Director, Pituitary Injury Foundation
Our Founder, Scott Blair, is on a mission. He is trying to spread the word about the prevalence of pituitary injuries that result from brain injuries. For the last 15 years, pituitary injuries and their significant effects have been recognized in the research sector of medicine, but this knowledge has been slow to materialize in the day to day treatment of those with brain injuries.
As an attorney who for 20+ years has represented brain injured persons and helped them get their lives back together, he thought he had seen pretty much every type of brain injury. In 2013, while representing a gentleman with a concussion from a car-bike collision, this man seemingly improved from his concussion after a couple months and appeared to be well on his way to a full recovery. His physical injuries had improved quite a bit, and the cognitive fog was clearing up. However, at the four month mark, things took a turn for the worse. He went from an energetic, outgoing business man to a withdrawn, hermit like individual who was fatigued all the time. The cognitive fog returned, and he also noticed he completely lost his libido. Nobody seemed to know what was wrong with him, because these were not classic traumatic brain injury symptoms, and besides, the TBI symptoms had already cleared up, so why would they suddenly get worse? When this man was eventually referred to an endocrinologist who had seen other folks with TBIs have similar problems, he knew right away what was wrong-it was a pituitary injury. Worse yet, Scott learned from the endocrinologist that pituitary injuries are present in 30-50% of all TBI cases. The good news he learned was that there is help for those with pituitary injuries, and he was able to help his client get all the medical help he needed for the rest of his life.

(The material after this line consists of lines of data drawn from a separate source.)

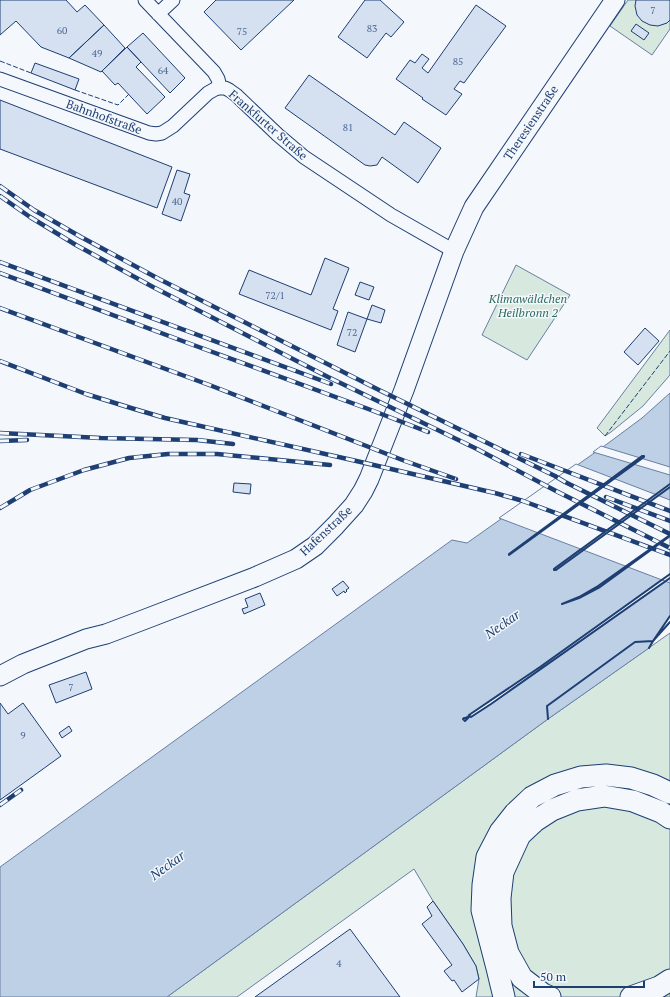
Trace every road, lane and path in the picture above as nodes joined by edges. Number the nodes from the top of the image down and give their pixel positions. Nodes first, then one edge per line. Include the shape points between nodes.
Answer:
1 (145, 0) edge
2 (173, 0) edge
3 (615, 0) edge
4 (158, 14) junction
5 (0, 79) edge
6 (220, 88) junction
7 (454, 251) junction
8 (0, 676) edge
9 (670, 793) edge
10 (670, 818) edge
11 (670, 980) edge
12 (504, 997) edge
13 (550, 997) edge
14 (631, 997) edge

1 - 4 street, Frankfurter Straße
2 - 4 street
3 - 7 main road, Theresienstraße via 474,207
4 - 6 street, Frankfurter Straße via 214,72
5 - 6 street, Bahnhofstraße via 156,134 173,126 208,94
6 - 7 street, Frankfurter Straße via 236,95 304,157 391,215
7 - 8 main road, Hafenstraße via 369,479 354,505 315,546 296,559 255,577 128,626 86,639
9 - 12 main road via 631,778 606,775 580,777 532,797 515,813 500,832 487,857 483,885 482,910
10 - 13 main road via 633,801 604,796 577,800 552,810 520,835 503,872 500,898 501,926 508,953 522,978
11 - 14 main road via 659,987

This was the first time Scott had ever heard of a pituitary injury and the devastating effects it could have on a TBI victim. Why hadn’t any of the neurologists or medical doctors he had worked with over the years in TBI cases ever mentioned this pervasive type of injury? How many TBI victims were in the same boat as this client, suffering from TBI symptoms that only and endocrinologist was able to diagnose? Why was there so little written about this, and so little public awareness about traumatically induced pituitary injuries? Nobody seemed to have any good answers. Neurologists and endocrinologists did not seem to talk to each other about pituitary injuries, leaving patients with pituitary injuries caught between the two professions.
To help raise public awareness about pituitary injuries, Scott started the Pituitary Injury Foundation to accomplish several important goals. First, to help raise awareness in the medical profession about the prevalence of pituitary injuries in conjunction with TBI injuries, and what treatment resources are available to those with traumatic injuries to their pituitary. Secondly, to raise awareness in the general population about the prevalence of pituitary injuries in all manner of head injuries so that patients now know how to ask for the appropriate testing to rule out pituitary injuries or get appropriate treatment if they have one. And third, to raise funds to provide microgrants to brain injury organizations for the purpose of educating those who might have pituitary injuries so they can get the treatment they need to get their quality of life back and become productive citizens again.
Scott is a committed advocate for those with pituitary injuries, and for the past 2-3 years, has been speaking to a number of medical, legal and non-profit organizations about pituitary injuries and how those who have them can get the help they need so they do not need to suffer in silence.